● **Brief**
Which lines of the data contain the string "Galicia"? Copy every one.

━━ Available data

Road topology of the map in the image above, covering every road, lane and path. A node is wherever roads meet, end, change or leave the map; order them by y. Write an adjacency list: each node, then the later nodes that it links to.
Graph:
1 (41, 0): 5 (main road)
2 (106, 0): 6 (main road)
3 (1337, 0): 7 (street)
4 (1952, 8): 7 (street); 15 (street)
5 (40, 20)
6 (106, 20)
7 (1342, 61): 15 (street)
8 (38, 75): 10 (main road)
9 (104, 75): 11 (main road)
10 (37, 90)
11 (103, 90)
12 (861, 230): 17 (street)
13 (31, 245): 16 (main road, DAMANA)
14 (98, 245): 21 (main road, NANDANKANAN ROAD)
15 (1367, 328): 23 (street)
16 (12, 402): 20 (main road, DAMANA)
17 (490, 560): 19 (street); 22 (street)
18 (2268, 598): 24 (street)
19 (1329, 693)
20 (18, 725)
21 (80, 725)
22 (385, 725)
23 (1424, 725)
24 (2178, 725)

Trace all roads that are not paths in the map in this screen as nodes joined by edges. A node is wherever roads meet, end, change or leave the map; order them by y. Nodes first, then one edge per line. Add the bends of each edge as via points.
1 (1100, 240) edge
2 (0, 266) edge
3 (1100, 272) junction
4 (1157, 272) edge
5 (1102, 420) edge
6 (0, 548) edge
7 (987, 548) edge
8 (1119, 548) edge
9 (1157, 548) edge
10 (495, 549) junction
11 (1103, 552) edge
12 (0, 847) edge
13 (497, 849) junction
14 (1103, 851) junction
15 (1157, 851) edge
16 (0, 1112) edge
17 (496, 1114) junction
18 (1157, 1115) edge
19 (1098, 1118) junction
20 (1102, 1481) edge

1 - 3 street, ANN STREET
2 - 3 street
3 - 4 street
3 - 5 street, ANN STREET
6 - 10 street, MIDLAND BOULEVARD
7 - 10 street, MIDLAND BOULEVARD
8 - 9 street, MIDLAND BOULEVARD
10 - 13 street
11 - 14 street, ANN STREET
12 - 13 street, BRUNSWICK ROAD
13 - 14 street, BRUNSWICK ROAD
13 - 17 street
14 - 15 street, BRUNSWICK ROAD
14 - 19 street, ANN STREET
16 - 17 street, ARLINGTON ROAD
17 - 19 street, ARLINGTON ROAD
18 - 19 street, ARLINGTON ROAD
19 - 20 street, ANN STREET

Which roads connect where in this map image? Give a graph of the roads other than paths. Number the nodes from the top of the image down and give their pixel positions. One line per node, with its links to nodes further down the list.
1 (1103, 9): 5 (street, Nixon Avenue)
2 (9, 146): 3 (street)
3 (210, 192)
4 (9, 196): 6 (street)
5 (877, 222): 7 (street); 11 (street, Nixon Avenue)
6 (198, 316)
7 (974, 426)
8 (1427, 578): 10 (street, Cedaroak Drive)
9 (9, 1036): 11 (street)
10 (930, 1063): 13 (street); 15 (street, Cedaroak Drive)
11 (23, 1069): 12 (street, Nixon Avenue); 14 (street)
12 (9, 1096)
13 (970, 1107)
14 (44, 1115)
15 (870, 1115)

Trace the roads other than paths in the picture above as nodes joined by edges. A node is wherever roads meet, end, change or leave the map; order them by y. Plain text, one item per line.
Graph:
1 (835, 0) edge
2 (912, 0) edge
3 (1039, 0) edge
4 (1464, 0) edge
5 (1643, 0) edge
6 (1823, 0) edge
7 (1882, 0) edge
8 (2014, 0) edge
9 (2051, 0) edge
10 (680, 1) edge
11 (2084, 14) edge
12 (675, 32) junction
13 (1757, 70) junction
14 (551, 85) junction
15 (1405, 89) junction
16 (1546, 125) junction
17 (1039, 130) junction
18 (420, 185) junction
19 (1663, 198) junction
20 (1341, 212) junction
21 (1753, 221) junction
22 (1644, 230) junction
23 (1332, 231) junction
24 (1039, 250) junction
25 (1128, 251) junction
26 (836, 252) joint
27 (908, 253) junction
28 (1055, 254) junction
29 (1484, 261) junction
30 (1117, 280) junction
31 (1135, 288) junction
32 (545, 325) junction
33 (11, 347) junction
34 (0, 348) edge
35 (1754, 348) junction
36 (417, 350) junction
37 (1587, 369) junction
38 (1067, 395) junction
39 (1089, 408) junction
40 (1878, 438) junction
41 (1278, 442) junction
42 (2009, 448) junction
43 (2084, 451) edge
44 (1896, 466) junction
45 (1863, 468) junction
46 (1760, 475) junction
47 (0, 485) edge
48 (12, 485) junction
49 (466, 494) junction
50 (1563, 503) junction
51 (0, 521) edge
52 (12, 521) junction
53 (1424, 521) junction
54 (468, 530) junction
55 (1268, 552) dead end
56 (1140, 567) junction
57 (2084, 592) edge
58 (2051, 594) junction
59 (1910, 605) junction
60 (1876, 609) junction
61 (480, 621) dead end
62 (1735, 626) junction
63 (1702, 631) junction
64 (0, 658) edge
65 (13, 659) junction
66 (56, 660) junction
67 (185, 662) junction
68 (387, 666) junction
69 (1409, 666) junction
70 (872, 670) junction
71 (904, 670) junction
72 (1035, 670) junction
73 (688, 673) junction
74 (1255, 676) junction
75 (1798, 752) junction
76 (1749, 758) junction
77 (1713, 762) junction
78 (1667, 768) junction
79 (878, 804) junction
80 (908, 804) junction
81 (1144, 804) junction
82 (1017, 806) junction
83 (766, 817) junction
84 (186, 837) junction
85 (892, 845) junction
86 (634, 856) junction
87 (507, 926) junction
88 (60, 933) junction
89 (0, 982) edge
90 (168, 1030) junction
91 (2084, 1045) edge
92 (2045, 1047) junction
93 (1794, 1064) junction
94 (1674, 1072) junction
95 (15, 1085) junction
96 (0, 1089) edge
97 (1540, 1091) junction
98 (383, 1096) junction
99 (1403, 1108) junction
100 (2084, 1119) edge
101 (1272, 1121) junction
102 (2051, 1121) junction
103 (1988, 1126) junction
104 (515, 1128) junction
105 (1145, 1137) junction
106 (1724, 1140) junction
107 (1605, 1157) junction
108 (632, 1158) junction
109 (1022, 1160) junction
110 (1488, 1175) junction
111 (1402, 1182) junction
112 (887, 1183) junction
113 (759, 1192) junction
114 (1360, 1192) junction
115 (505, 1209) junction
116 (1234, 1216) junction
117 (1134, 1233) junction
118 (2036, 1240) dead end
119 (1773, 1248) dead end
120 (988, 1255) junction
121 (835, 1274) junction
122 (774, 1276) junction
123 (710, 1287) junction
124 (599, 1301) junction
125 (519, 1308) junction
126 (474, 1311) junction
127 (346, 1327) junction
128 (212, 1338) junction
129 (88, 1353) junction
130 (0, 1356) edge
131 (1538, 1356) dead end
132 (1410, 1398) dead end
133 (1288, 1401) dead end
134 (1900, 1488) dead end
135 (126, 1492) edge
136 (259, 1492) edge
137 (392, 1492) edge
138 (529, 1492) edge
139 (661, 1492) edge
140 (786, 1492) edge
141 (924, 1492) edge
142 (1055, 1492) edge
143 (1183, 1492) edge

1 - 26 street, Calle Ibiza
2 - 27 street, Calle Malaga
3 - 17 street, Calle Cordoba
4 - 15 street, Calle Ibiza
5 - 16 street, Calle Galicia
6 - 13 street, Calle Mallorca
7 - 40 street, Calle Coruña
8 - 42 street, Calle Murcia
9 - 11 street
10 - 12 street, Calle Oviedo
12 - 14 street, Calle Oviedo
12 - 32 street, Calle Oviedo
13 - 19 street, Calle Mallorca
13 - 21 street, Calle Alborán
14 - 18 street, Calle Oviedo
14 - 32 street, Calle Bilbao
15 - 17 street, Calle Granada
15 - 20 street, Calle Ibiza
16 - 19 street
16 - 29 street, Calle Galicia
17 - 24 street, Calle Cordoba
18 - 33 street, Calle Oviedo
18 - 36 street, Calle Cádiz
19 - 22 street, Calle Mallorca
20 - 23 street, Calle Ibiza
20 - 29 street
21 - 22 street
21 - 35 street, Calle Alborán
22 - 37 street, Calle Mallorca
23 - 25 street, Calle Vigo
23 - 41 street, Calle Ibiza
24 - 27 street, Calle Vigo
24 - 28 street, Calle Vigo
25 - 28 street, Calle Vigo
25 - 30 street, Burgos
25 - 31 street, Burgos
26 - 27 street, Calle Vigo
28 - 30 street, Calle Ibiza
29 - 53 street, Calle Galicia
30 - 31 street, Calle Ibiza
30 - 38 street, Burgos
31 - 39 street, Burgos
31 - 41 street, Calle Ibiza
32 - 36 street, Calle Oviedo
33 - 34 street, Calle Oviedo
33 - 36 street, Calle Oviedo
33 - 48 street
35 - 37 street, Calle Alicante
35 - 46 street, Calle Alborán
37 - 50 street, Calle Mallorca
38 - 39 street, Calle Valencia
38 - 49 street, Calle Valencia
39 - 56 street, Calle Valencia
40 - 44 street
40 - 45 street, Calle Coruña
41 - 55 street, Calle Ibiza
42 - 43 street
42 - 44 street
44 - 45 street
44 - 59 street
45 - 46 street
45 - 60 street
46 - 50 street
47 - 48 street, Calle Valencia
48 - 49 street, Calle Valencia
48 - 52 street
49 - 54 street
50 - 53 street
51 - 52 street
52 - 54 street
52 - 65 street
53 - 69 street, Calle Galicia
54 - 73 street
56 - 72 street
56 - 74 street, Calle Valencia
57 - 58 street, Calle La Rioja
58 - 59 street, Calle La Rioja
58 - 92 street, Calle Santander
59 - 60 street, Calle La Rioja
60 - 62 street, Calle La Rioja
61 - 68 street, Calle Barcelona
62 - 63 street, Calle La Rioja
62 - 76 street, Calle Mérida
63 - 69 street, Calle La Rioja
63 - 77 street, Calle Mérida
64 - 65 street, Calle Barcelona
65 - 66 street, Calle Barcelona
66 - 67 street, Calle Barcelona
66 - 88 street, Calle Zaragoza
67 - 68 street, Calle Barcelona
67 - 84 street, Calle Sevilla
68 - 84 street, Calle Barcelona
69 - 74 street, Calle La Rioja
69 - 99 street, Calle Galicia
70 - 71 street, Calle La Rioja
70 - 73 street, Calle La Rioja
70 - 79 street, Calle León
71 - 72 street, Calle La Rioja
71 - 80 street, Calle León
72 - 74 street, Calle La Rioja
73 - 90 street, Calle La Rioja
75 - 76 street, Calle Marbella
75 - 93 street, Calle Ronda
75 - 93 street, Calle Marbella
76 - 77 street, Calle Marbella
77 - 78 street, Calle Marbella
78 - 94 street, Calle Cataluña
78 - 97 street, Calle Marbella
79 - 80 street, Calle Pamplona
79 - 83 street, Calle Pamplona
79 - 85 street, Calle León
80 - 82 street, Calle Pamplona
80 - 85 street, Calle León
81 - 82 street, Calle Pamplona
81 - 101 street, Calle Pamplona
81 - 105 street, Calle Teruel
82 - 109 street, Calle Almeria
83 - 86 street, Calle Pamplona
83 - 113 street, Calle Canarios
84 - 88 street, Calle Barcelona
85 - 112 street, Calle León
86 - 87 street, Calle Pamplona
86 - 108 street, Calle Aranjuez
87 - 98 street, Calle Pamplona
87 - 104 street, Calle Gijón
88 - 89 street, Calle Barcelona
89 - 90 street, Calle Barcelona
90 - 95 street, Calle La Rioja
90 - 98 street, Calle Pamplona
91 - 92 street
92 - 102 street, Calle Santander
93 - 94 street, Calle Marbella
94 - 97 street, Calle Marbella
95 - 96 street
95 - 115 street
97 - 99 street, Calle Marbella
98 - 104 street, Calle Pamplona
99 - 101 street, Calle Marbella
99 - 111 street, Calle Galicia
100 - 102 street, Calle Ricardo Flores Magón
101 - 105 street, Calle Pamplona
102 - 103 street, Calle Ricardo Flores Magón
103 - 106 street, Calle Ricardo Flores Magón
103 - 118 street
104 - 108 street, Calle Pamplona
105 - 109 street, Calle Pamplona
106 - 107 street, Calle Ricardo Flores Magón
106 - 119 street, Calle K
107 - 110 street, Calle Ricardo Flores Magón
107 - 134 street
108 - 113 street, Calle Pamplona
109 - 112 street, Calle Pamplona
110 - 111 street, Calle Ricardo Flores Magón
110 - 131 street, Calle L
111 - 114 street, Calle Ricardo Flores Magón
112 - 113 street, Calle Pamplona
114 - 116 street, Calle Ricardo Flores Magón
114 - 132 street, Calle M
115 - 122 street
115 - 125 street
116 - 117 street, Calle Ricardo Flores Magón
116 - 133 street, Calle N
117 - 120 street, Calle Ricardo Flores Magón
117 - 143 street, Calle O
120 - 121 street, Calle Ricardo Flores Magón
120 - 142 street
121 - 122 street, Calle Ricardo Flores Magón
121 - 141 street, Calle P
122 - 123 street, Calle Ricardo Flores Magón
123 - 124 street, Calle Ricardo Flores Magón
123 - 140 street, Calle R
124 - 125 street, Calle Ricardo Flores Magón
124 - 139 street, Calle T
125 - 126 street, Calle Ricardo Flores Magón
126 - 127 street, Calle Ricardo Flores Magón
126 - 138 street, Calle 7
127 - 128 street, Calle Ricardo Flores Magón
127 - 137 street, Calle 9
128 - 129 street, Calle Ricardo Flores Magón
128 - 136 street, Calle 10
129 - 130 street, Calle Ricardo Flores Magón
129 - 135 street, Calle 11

━━━━

● **Output below**
5 - 16 street, Calle Galicia
16 - 29 street, Calle Galicia
29 - 53 street, Calle Galicia
53 - 69 street, Calle Galicia
69 - 99 street, Calle Galicia
99 - 111 street, Calle Galicia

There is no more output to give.